Still, after a chaotic several weeks in which the legislation survived several near-death experiences, it remained buffeted by intraparty squabbles.
Even if the bill makes it through the Senate, its prospects are uncertain in the House:
Other Republicans meanwhile warned that they would use every weapon in their arsenal to stop the Senate bill making it out of the House of Representatives.
”It is dead on arrival in the House, a comprehensive bill will not pass the House, there is significant Democratic opposition, and overwhelming Republican opposition.” Mark Souder, an Indiana representative, told reporters.
Top Democrats in the House of Representatives have told Bush he must cajole up to 70 Republicans to back the deal in the House, as it is likely to be spurned by Democratic lawmakers from conservative districts.
But senior Republicans said Tuesday that a test-vote among the party conference indicated overwhelming opposition to the Senate bill.
We raised the question yesterday as to whether the current bill, of which AgJOBS is now a teeny part, would actually increase the labor supply available to the produce industry:
Although AgJOBS itself is a big plus for the produce industry, one wonders if in the end the bill will actually help the trade’s labor situation. After all, the profile of the typical legal immigrant will change with the shift to an education and achievement point system counting for more than family unification, and immigrants that fit the new criteria may have less interest in produce jobs than current legal immigrants.
The bill’s border security efforts to reduce illegal immigration may work and thus reduce the supply of illegal immigrants.

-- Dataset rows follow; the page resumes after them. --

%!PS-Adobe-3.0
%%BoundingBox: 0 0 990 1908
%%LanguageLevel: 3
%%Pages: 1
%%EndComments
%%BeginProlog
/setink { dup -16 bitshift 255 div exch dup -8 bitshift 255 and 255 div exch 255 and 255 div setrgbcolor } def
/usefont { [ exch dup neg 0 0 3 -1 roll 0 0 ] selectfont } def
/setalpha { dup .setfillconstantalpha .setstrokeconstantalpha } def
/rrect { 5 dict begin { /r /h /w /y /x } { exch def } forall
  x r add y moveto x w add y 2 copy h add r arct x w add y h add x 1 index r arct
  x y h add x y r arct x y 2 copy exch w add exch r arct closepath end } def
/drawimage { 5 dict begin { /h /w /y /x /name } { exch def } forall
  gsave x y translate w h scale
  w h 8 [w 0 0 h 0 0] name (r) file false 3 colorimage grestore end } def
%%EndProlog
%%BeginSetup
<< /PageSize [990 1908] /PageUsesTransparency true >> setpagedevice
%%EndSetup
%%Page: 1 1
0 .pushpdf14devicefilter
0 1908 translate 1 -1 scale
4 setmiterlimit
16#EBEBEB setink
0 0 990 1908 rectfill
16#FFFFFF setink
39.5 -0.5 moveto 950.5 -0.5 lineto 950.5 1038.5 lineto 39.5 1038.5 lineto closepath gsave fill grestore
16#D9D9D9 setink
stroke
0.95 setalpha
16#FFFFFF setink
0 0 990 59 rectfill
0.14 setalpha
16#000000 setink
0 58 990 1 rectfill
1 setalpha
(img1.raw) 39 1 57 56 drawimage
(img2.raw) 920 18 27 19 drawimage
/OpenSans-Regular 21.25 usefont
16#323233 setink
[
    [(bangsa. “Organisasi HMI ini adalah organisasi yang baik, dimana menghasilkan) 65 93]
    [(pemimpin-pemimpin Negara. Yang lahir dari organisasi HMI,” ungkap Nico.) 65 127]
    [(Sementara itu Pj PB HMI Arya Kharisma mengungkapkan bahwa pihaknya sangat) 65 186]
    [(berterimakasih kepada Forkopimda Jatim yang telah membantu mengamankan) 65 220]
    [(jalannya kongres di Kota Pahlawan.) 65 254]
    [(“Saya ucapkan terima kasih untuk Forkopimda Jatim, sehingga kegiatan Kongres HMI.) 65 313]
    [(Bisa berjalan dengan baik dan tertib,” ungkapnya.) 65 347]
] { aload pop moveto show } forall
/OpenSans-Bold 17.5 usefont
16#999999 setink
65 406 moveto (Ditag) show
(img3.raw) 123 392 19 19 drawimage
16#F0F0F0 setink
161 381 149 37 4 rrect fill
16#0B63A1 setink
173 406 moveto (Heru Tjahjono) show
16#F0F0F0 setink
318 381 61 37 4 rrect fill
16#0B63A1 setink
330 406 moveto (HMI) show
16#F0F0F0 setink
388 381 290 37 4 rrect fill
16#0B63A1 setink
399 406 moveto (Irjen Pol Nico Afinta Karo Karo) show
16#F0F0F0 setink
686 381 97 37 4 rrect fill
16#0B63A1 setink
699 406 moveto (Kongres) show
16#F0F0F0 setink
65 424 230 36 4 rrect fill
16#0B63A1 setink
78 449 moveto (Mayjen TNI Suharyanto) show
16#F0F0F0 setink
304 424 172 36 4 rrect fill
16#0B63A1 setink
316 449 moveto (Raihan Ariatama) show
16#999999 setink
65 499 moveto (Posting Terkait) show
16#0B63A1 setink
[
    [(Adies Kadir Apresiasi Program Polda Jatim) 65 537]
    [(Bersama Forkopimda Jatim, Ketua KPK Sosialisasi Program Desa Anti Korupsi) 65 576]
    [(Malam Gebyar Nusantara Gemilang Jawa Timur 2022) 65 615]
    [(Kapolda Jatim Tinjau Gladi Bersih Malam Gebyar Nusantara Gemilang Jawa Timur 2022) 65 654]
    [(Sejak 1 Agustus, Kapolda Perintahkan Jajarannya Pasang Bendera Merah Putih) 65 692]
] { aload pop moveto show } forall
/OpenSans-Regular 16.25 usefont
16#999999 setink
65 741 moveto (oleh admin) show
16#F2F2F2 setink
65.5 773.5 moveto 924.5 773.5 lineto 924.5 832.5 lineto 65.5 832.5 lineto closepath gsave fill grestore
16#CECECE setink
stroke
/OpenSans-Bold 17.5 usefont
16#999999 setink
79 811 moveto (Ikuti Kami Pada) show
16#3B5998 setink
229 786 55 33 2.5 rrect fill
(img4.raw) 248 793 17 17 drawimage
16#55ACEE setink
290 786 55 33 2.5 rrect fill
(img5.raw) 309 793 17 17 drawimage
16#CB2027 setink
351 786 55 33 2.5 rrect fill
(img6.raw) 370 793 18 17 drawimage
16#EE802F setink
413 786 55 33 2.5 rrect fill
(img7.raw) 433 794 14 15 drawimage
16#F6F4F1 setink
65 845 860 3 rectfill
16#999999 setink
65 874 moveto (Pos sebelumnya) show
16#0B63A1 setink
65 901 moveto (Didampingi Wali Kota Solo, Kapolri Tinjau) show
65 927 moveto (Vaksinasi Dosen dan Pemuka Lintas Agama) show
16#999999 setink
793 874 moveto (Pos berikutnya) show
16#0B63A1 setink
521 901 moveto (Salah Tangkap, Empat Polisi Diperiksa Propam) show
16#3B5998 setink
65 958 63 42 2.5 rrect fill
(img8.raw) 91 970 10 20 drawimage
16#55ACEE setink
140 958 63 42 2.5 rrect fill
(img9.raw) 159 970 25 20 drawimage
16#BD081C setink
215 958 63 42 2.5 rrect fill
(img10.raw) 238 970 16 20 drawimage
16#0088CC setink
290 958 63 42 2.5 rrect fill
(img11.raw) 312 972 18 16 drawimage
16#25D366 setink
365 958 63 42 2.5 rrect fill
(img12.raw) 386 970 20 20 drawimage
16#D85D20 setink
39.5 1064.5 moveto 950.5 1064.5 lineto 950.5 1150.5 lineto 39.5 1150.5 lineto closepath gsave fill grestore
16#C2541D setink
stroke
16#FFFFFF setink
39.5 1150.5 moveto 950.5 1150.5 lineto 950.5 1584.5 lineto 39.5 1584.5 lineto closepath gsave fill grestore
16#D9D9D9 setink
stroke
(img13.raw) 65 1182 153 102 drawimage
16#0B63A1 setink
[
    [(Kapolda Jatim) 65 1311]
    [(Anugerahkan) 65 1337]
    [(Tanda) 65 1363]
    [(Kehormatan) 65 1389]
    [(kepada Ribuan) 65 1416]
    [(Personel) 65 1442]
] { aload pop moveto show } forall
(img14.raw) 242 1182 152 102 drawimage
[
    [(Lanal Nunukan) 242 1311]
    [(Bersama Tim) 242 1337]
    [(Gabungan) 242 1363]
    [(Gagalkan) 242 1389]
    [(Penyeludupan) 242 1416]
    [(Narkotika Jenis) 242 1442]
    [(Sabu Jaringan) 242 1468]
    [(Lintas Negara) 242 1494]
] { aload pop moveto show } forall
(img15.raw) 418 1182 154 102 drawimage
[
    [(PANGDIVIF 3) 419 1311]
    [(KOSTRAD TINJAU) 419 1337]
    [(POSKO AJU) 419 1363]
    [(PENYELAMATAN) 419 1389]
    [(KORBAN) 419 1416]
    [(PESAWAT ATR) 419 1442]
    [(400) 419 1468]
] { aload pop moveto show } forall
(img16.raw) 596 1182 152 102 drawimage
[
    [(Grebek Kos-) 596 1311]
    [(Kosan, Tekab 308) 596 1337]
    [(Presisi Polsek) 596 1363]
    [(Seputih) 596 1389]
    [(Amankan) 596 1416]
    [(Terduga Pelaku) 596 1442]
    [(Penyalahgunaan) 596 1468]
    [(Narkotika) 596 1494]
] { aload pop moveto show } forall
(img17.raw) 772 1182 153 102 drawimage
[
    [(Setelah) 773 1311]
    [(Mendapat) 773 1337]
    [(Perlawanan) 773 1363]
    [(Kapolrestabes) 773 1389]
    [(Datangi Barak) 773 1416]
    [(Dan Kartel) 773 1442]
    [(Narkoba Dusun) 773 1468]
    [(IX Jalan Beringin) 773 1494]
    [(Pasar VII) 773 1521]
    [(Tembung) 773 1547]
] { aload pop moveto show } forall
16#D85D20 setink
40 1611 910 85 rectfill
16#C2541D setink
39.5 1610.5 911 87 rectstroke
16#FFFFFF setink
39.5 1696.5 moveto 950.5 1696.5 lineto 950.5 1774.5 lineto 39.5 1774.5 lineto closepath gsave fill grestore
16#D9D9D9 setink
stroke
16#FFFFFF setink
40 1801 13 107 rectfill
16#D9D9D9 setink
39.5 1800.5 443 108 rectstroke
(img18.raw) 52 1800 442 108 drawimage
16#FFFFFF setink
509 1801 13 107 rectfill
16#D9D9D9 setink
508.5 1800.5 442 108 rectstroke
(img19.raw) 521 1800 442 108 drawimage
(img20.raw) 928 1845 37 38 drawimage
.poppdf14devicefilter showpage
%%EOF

plus the legalization of the estimated 12 million illegals will allow many illegals presently employed in the industry to shift to other, more stable, more lucrative or less physically taxing professions. AgJOBS will offset some of this but one wonders if net-net-net the bill will actually produce more or less labor for the produce industry?
Obviously the immigration issue is very complex and goes far beyond the question of produce harvesting. That is why, here at the Pundit, we hear a full range of opinions on this issue from across all sectors of the industry.
Yet even the harvesting issue raises troubling questions. We mentioned yesterday a letter we ran from an important industry figure pushing investment in mechanical harvesting and arguing that the costs of immigrant labor was underestimated as many of the costs had been absorbed by the general public.
The asparagus growers of Washington got some publicity for their labor problems in an AP story:
A labor shortage that hurt asparagus growers will likely continue as the agriculture industry moves into its busiest months.
Workers who were harvesting asparagus spears recently moved on to the cherry harvest, leaving some asparagus growers to plow up their remaining crop.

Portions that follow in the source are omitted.